During that week, I use her presence as a cover for the fact that I still don’t have any of this right. My grandparents are giving me
£
1.75 a day dinner money now, so I save this every day, pretending I am on a diet like Lucy and Michelle. I don’t think Lucy and Michelle like me, though. One day I was a few minutes late into the Portakabin at lunchtime and noticed that the conversation died the moment I walked in. Later, I asked Emma what they had been saying. ‘I stuck up for you,’ she said mysteriously. ‘But you know what they’re like.’ Do I know what they are like? I’m not sure. I know they pick on girls who smell, are fat, wear the wrong clothes, speak up too much in class, don’t brush their teeth, don’t shave their legs, eat food that is bigger or smellier than a chocolate bar, don’t wear deodorant or don’t have permed or styled hair. I have been pretending that my hair is permed which has gone down well. I am not fat and I don’t smell. But I need to get a different skirt.

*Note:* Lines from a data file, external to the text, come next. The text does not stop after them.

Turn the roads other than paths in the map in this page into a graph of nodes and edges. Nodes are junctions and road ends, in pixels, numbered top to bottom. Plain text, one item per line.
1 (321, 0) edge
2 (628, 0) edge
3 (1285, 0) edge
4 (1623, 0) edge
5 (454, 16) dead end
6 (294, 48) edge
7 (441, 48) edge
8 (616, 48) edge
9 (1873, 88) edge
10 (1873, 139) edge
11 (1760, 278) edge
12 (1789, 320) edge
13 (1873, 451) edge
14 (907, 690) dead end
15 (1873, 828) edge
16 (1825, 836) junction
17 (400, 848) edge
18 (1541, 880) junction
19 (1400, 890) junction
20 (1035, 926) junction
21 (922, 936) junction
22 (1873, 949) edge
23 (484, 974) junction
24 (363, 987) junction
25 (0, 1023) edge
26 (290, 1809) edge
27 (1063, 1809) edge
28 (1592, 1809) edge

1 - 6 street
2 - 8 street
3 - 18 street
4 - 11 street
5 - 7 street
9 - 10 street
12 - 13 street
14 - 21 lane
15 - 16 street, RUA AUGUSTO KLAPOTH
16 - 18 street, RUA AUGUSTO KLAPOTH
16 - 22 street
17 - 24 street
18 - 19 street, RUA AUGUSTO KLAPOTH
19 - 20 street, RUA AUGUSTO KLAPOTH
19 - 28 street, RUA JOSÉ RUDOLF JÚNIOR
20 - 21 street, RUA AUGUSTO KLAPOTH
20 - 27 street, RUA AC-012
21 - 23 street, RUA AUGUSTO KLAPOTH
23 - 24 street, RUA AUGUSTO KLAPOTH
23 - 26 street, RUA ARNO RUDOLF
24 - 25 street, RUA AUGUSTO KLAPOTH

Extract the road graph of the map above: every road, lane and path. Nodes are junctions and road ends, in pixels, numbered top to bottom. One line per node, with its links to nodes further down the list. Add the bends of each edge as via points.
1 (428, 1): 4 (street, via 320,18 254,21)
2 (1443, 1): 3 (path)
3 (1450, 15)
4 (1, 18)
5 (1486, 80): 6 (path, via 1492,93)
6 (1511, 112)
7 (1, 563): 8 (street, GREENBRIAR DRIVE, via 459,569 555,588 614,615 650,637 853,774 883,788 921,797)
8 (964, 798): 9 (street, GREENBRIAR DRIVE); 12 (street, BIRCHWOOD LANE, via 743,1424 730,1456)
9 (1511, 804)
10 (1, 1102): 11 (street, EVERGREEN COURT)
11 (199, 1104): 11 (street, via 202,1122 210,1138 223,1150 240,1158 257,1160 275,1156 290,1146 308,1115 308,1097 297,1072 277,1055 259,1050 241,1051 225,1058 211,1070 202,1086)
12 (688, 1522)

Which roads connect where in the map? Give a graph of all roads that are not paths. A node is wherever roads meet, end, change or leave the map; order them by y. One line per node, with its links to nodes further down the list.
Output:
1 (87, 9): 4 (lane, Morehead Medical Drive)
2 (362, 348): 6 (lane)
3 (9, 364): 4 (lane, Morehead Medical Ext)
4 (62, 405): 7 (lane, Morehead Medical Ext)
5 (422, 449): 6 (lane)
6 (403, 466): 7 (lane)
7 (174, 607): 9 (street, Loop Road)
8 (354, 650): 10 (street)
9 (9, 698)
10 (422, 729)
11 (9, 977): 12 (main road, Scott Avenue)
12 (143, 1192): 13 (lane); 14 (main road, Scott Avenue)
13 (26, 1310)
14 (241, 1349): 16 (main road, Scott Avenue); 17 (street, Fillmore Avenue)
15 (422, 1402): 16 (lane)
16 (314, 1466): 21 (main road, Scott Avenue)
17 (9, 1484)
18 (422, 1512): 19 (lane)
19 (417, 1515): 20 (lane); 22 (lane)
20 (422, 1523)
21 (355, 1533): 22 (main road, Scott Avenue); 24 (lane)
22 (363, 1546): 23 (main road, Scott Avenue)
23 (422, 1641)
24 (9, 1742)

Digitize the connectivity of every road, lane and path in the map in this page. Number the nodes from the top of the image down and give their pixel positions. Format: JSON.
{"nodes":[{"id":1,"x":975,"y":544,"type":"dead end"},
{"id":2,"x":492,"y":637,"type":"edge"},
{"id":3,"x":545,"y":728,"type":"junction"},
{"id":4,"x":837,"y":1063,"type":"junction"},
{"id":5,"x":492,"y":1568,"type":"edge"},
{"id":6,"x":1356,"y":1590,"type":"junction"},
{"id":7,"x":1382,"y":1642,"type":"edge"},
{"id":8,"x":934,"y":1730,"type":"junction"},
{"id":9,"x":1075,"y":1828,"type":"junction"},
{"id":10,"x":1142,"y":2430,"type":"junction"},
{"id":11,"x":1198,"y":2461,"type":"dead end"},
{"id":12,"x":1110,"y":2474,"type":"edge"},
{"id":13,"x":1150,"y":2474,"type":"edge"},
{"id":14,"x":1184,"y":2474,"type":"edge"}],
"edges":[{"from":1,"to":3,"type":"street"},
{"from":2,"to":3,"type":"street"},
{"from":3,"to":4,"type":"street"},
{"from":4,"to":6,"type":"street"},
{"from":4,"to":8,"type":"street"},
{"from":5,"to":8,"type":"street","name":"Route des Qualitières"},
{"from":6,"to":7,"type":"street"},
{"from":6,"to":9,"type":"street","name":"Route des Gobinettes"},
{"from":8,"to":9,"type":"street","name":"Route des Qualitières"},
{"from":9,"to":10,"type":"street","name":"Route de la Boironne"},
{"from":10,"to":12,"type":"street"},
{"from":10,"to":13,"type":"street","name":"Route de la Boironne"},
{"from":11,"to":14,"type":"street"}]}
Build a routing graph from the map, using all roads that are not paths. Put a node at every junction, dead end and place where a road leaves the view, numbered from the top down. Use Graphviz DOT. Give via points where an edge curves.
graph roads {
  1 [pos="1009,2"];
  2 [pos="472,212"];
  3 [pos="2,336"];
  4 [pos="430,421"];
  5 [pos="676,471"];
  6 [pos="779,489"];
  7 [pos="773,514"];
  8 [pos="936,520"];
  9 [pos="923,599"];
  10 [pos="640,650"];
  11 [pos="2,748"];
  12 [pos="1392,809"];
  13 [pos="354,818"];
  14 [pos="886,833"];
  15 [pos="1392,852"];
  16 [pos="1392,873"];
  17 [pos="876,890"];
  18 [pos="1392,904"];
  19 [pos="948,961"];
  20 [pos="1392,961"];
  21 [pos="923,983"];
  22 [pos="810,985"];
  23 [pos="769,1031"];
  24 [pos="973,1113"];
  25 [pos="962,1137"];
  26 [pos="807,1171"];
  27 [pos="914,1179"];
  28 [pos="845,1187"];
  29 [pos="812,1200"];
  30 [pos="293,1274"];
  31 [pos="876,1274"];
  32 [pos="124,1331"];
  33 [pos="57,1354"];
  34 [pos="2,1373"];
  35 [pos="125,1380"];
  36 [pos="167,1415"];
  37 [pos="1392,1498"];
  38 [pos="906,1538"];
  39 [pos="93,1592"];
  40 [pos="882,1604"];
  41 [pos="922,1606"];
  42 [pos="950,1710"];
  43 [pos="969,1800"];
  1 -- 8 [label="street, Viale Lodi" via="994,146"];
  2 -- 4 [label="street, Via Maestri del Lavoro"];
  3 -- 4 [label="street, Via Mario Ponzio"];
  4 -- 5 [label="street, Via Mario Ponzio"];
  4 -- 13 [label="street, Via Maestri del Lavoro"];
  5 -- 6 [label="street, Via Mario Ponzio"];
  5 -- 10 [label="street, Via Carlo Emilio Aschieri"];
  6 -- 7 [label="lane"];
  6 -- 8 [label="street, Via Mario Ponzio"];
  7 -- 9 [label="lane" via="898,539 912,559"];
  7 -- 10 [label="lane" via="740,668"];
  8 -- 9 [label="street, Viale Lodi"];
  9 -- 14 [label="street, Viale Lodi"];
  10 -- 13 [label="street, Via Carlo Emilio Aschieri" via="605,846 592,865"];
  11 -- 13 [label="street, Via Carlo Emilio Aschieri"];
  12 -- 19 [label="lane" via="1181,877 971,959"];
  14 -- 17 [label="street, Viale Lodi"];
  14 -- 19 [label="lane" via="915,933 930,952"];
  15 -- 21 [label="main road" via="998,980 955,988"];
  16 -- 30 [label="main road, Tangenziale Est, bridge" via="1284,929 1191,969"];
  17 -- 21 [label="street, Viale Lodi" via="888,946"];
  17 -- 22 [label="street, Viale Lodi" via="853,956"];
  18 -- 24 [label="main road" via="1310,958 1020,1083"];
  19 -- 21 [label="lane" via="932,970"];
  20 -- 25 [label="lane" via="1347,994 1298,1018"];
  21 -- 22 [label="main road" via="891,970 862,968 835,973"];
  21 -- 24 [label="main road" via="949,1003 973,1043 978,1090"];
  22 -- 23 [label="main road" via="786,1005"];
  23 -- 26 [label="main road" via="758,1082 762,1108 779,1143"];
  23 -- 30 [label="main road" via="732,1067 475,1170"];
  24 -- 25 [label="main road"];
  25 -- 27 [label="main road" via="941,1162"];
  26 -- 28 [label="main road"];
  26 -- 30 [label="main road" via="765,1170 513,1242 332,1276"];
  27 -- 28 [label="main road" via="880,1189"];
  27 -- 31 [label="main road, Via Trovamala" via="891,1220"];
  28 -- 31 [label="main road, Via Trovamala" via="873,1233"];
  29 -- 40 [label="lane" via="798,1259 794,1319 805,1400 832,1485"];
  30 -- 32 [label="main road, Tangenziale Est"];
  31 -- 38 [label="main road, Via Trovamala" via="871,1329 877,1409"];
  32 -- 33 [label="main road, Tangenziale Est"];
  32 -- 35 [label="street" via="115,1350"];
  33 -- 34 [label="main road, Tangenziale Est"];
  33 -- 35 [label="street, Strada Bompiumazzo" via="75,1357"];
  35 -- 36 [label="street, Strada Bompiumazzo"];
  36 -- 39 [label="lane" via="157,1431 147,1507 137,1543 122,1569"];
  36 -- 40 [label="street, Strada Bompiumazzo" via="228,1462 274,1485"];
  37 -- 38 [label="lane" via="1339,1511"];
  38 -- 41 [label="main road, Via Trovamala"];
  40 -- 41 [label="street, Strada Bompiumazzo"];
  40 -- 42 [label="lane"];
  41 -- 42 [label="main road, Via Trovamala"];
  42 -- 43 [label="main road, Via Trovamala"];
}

On Wednesday the maths sets are announced in Mr Morgan’s class. Roxy sits there sighing and painting her nails with Tippex. Perhaps she already knows she is leaving. We haven’t done a test to see what sets we should be in, like we have in some other subjects. Instead, Morgan (Moron) has decided to set us on the basis of the two pieces of homework we have done so far, and our general attitude in class.
Emma and I are put in set 2, along with about four other girls, none of whom we know. Our friends all go into set 4, except Roxy, who is way down in set 5. I am disappointed not to have made it into the top set. The boys who are in top set all go to chess club and computer club, unsurprisingly. They must be really clever. Also, perhaps it’s a good thing that I didn’t get into the top set. Imagine being the only girl in a class, with none of your friends. It would be horrible. One thing I have been learning this week is that the more time you spend with your friends, the less time they have to talk about you behind your back. You really do have to be on constant alert all the time at school. I have been on DEFCON 1 since the necklace incident which, while it could have been a lot worse, marked me out as odd.

Along with Emma and Sarah, I have been put into the top set for English. This setting was done on the basis of a test that included spelling, comprehension and a little essay on the subject ‘My Favourite Book’. My new favourite book is
The Count of
Monte Cristo
, which was in my mother’s book box, so this is what I wrote about. In my essay, I repeated what my grandmother said about revenge.
This book shows that revenge is a bad thing
. But, like my grandfather, I am not so sure I really agree with that. I want Moron to get it, and Miss Hind, and Lucy, actually, and Michelle. The English teacher, Mrs Germain, wrote on this essay ‘Very mature’ and gave me an A–. I like Mrs Germain much more than all the other teachers.

The rest of this week is spent plotting the purchase of my skirt. I have actually managed to ask Emma how much her skirt cost. Not being sure whether it was ‘gyppo’ to ask something like this, it took me two days just to formulate the question. But I now know that they are
£
6.99. I also need thick black tights, which I have noticed Tanya and Emma wearing on colder days. I think I will have enough money for both these items by Saturday but that doesn’t solve the issue of how to get into town to get them without my grandparents knowing. I know that some of the others go into town every Saturday. They invited me once but I said I lived too far away and I haven’t been invited since.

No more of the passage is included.